[Recorded data]
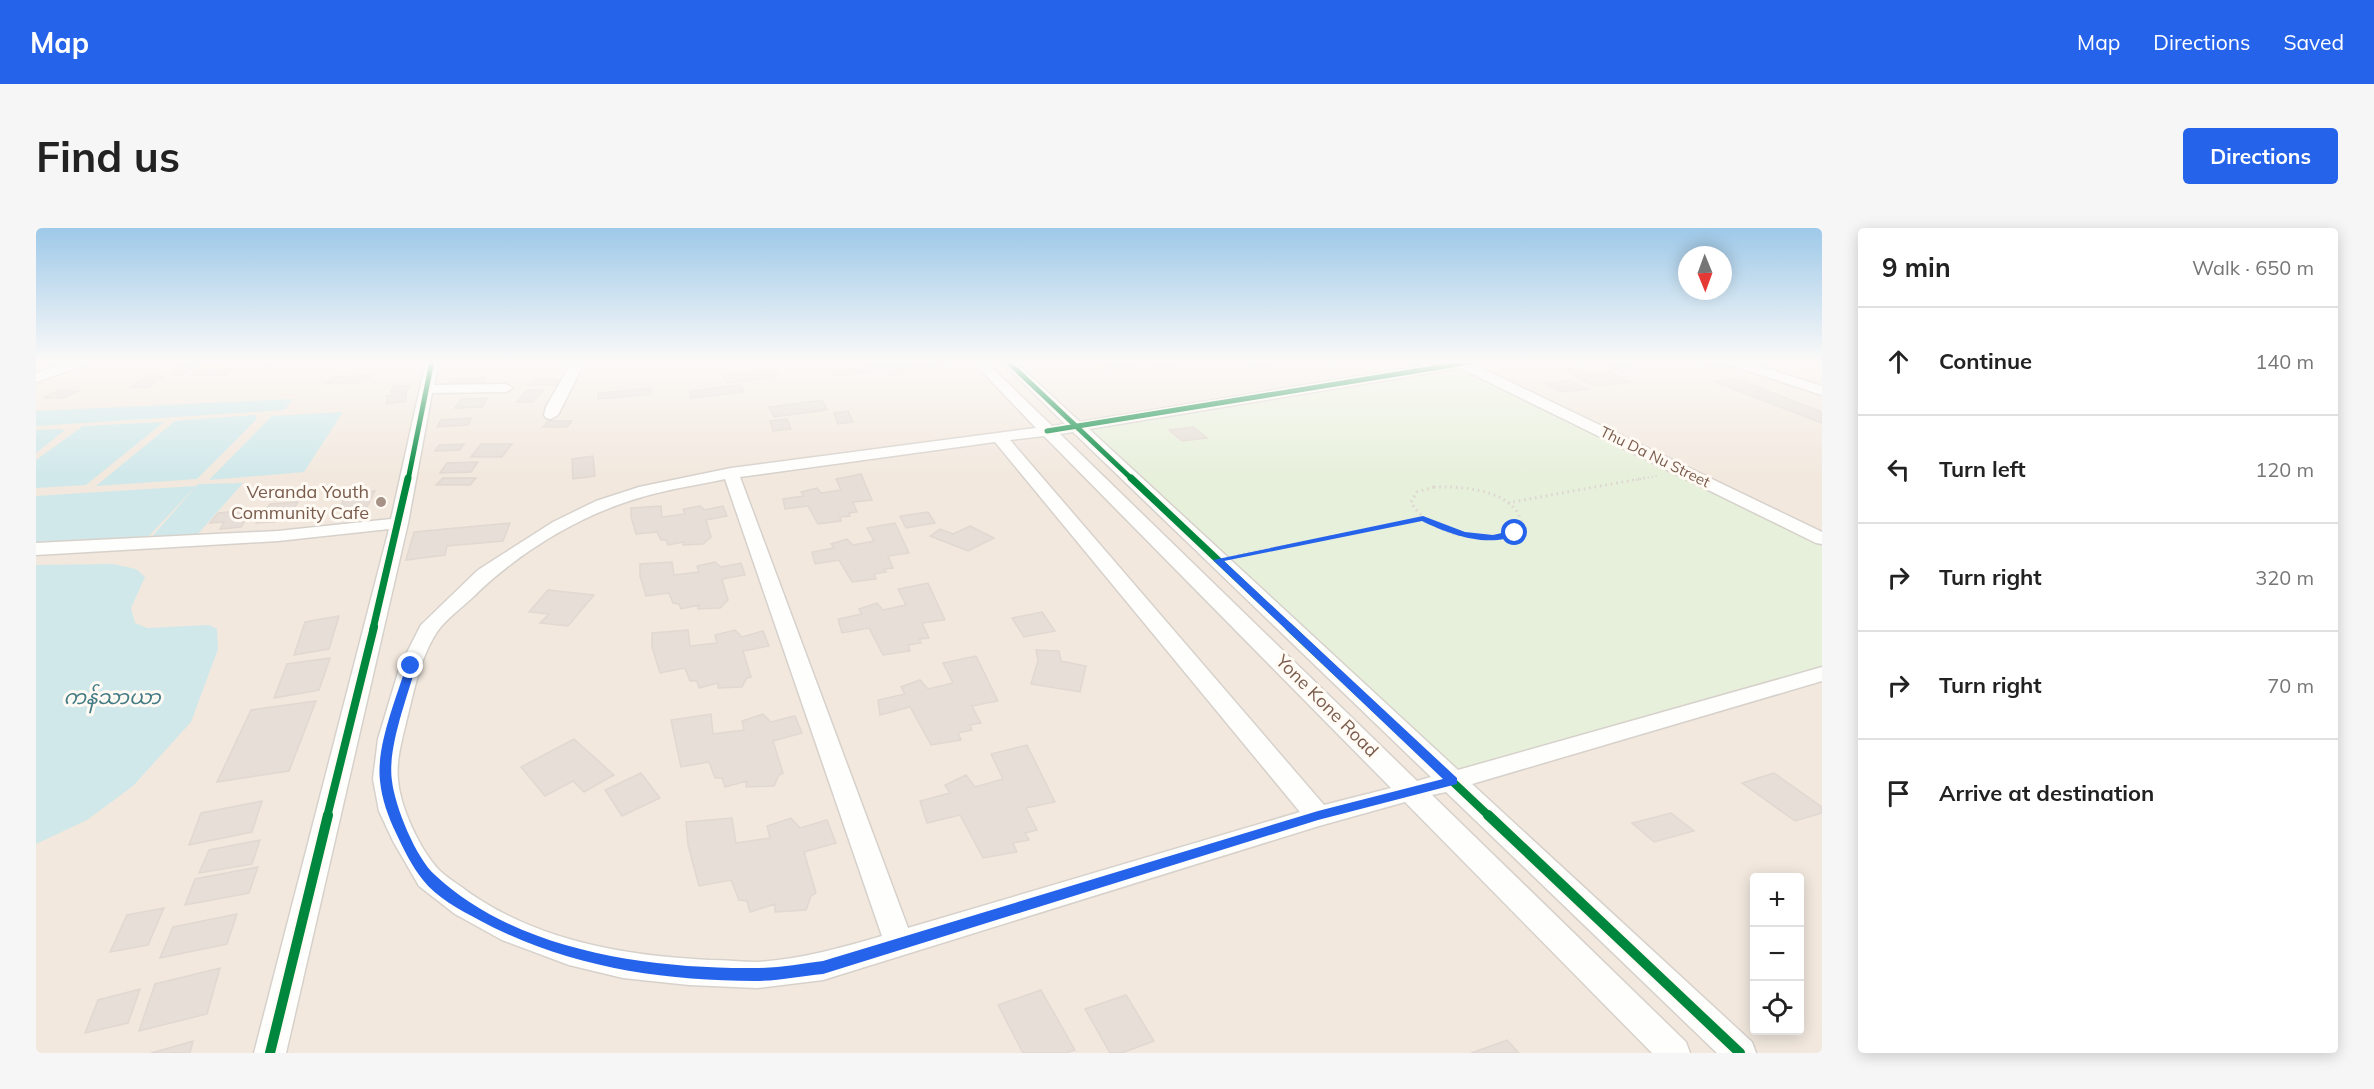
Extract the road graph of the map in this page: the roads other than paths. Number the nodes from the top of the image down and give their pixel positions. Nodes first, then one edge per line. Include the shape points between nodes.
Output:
1 (424, 400) edge
2 (555, 400) edge
3 (1016, 400) edge
4 (1048, 400) edge
5 (1238, 400) edge
6 (1535, 400) edge
7 (551, 415) dead end
8 (1077, 427) junction
9 (1047, 431) junction
10 (998, 436) junction
11 (731, 473) junction
12 (399, 523) junction
13 (1822, 539) edge
14 (36, 549) edge
15 (1822, 674) edge
16 (1452, 781) junction
17 (1412, 790) junction
18 (1318, 816) junction
19 (899, 943) junction
20 (270, 1053) edge
21 (1674, 1053) edge
22 (1740, 1053) edge

1 - 12 street
2 - 7 street
3 - 9 street, Yone Kone Road
4 - 8 street
5 - 8 street
6 - 13 street, Thu Da Nu Street
8 - 9 street
8 - 16 street
9 - 10 street
9 - 17 street, Yone Kone Road
10 - 11 street
10 - 18 street
11 - 19 street
11 - 19 street via 639,492 602,505 520,549 454,603 428,630 400,698 385,779 392,811 429,878 465,906 512,932 569,952 623,965 757,975 823,968
12 - 14 street via 278,536
12 - 20 street
15 - 16 street
16 - 17 street
16 - 22 street
17 - 18 street
17 - 21 street, Yone Kone Road
18 - 19 street

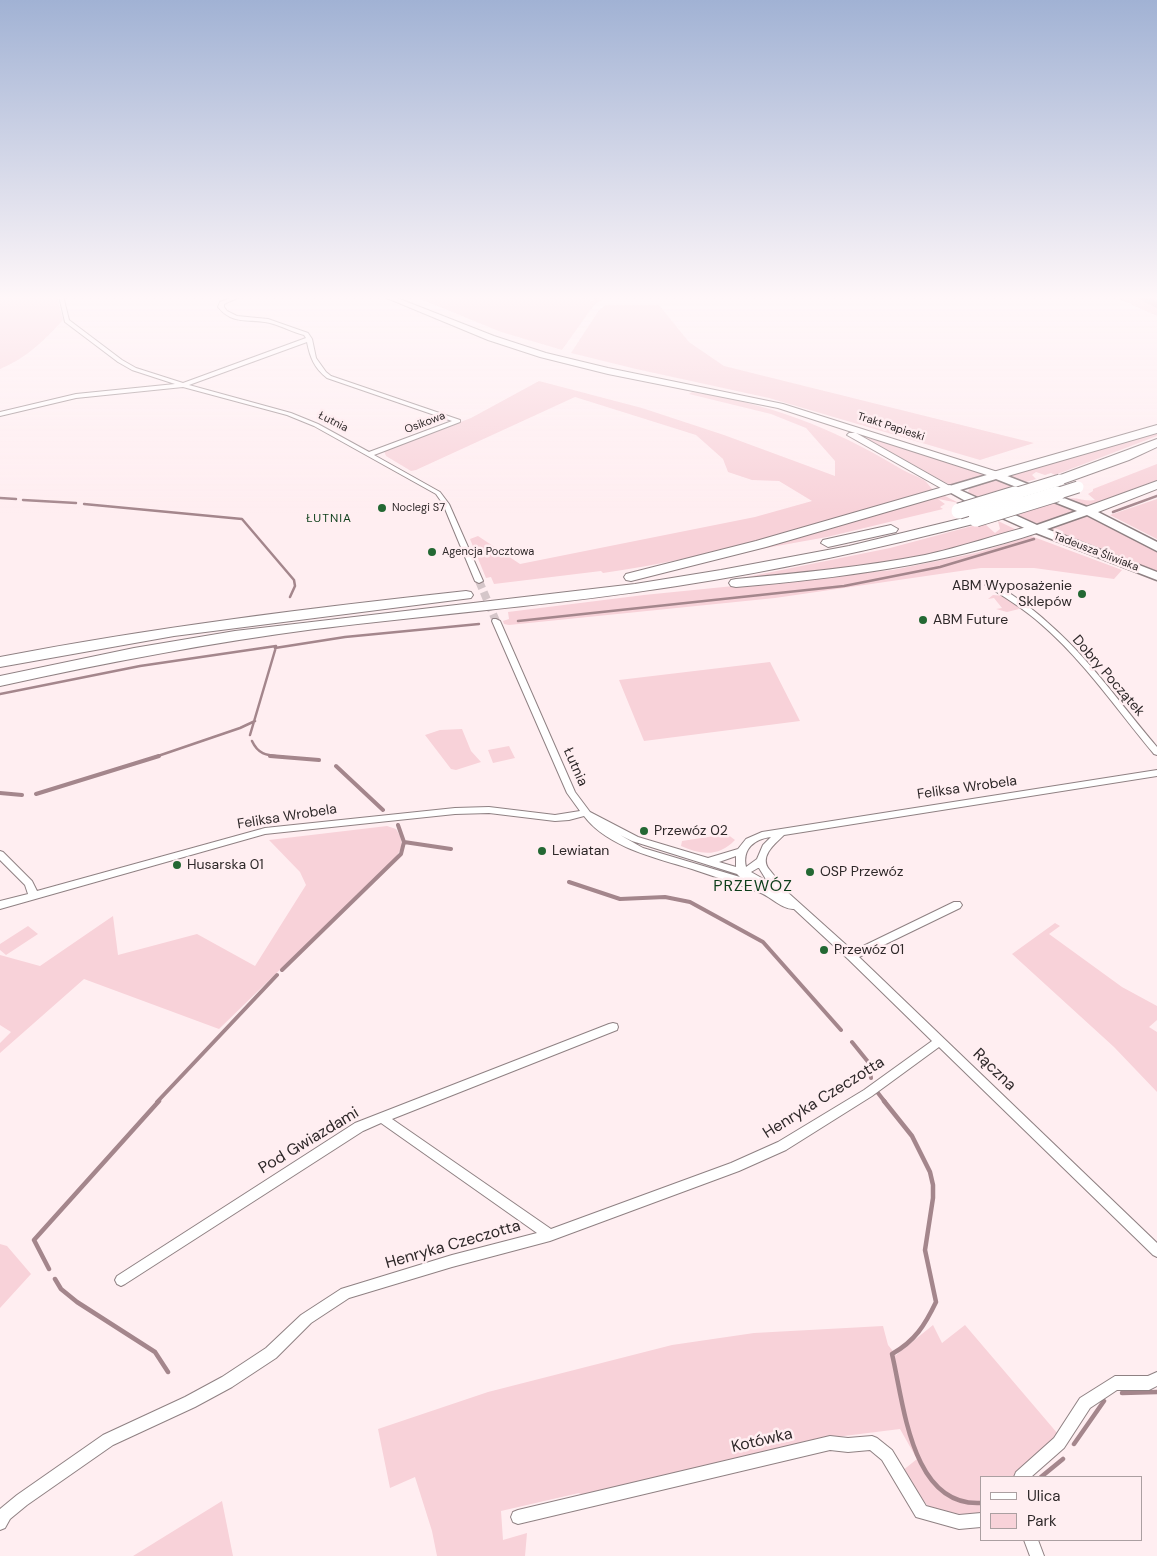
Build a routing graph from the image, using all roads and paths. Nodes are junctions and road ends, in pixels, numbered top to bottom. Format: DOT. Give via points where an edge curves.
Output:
graph roads {
  1 [pos="133,369"];
  2 [pos="228,369"];
  3 [pos="321,369"];
  4 [pos="598,369"];
  5 [pos="183,385"];
  6 [pos="748,399"];
  7 [pos="0,414"];
  8 [pos="1157,429"];
  9 [pos="1157,443"];
  10 [pos="370,454"];
  11 [pos="1157,457"];
  12 [pos="998,475"];
  13 [pos="1157,485"];
  14 [pos="950,489"];
  15 [pos="1088,511"];
  16 [pos="1035,529"];
  17 [pos="1157,546"];
  18 [pos="1157,576"];
  19 [pos="479,581"];
  20 [pos="633,582"];
  21 [pos="988,583"];
  22 [pos="496,621"];
  23 [pos="0,662"];
  24 [pos="0,681"];
  25 [pos="1157,752"];
  26 [pos="1157,773"];
  27 [pos="585,813"];
  28 [pos="782,832"];
  29 [pos="741,850"];
  30 [pos="0,854"];
  31 [pos="761,860"];
  32 [pos="708,862"];
  33 [pos="742,872"];
  34 [pos="727,877"];
  35 [pos="747,883"];
  36 [pos="778,889"];
  37 [pos="33,895"];
  38 [pos="0,905"];
  39 [pos="957,905"];
  40 [pos="808,914"];
  41 [pos="852,956"];
  42 [pos="614,1027"];
  43 [pos="940,1041"];
  44 [pos="382,1118"];
  45 [pos="550,1235"];
  46 [pos="1157,1251"];
  47 [pos="120,1280"];
  48 [pos="1157,1379"];
  49 [pos="1022,1476"];
  50 [pos="518,1517"];
  51 [pos="980,1520"];
  52 [pos="0,1523"];
  53 [pos="1031,1541"];
  54 [pos="1037,1556"];
  1 -- 5 [label="street, Łutnia"];
  2 -- 5 [label="street"];
  3 -- 10 [label="street, Osikowa" via="329,377 458,421"];
  4 -- 6 [label="street, Trakt Papieski"];
  5 -- 7 [label="street" via="76,396"];
  5 -- 10 [label="street, Łutnia" via="289,414"];
  6 -- 12 [label="street, Trakt Papieski" via="816,416"];
  6 -- 14 [label="street, Trakt Papieski" via="859,438"];
  8 -- 12 [label="highway"];
  9 -- 20 [label="highway, bridge" via="1060,480 959,511 811,546"];
  10 -- 19 [label="street, Łutnia" via="438,493 446,504"];
  11 -- 20 [label="highway, bridge" via="1078,487 976,519 820,556"];
  12 -- 14 [label="main road"];
  12 -- 15 [label="main road"];
  13 -- 15 [label="highway"];
  14 -- 16 [label="main road, Tadeusza Śliwiaka"];
  14 -- 20 [label="highway"];
  15 -- 16 [label="main road"];
  15 -- 17 [label="main road"];
  16 -- 18 [label="main road, Tadeusza Śliwiaka"];
  16 -- 20 [label="highway" via="948,555 852,572 679,587"];
  20 -- 23 [label="highway" via="234,622 90,644"];
  20 -- 24 [label="highway" via="268,631 156,649"];
  21 -- 25 [label="street, Dobry Początek" via="1027,608 1047,626 1094,675"];
  22 -- 27 [label="street, Łutnia" via="571,793"];
  26 -- 28 [label="street, Feliksa Wrobela"];
  27 -- 32 [label="street" via="640,841"];
  27 -- 34 [label="street" via="605,831 640,850"];
  27 -- 37 [label="street, Feliksa Wrobela" via="555,818 489,810 455,811 265,831"];
  28 -- 29 [label="street, Feliksa Wrobela" via="762,835 749,841"];
  28 -- 31 [label="street" via="766,847"];
  29 -- 32 [label="street, Feliksa Wrobela"];
  29 -- 33 [label="street"];
  30 -- 37 [label="street" via="29,883"];
  31 -- 33 [label="street"];
  31 -- 36 [label="street"];
  32 -- 33 [label="street"];
  33 -- 34 [label="street"];
  33 -- 35 [label="street"];
  33 -- 36 [label="street, Rączna"];
  34 -- 35 [label="street"];
  35 -- 40 [label="street, Rączna"];
  36 -- 40 [label="street, Rączna"];
  37 -- 38 [label="street, Feliksa Wrobela"];
  39 -- 41 [label="street"];
  40 -- 41 [label="street, Rączna"];
  41 -- 43 [label="street, Rączna"];
  42 -- 44 [label="street, Pod Gwiazdami"];
  43 -- 45 [label="street, Henryka Czeczotta" via="868,1093 782,1146 735,1167"];
  43 -- 46 [label="street, Rączna"];
  44 -- 45 [label="street"];
  44 -- 47 [label="street, Pod Gwiazdami" via="359,1127"];
  45 -- 52 [label="street, Henryka Czeczotta" via="346,1293 306,1319 271,1353 227,1382 108,1440 22,1500 4,1514"];
  48 -- 49 [label="street" via="1149,1383 1115,1383 1086,1403 1059,1443"];
  50 -- 51 [label="street, Kotówka" via="830,1443 872,1443 888,1456 921,1512 959,1522"];
  53 -- 54 [label="street"];
}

### Exercise instructions
The answer must be every line of the entries that includes the word "Feliksa".

### Task solution
  26 -- 28 [label="street, Feliksa Wrobela"];
  27 -- 37 [label="street, Feliksa Wrobela" via="555,818 489,810 455,811 265,831"];
  28 -- 29 [label="street, Feliksa Wrobela" via="762,835 749,841"];
  29 -- 32 [label="street, Feliksa Wrobela"];
  37 -- 38 [label="street, Feliksa Wrobela"];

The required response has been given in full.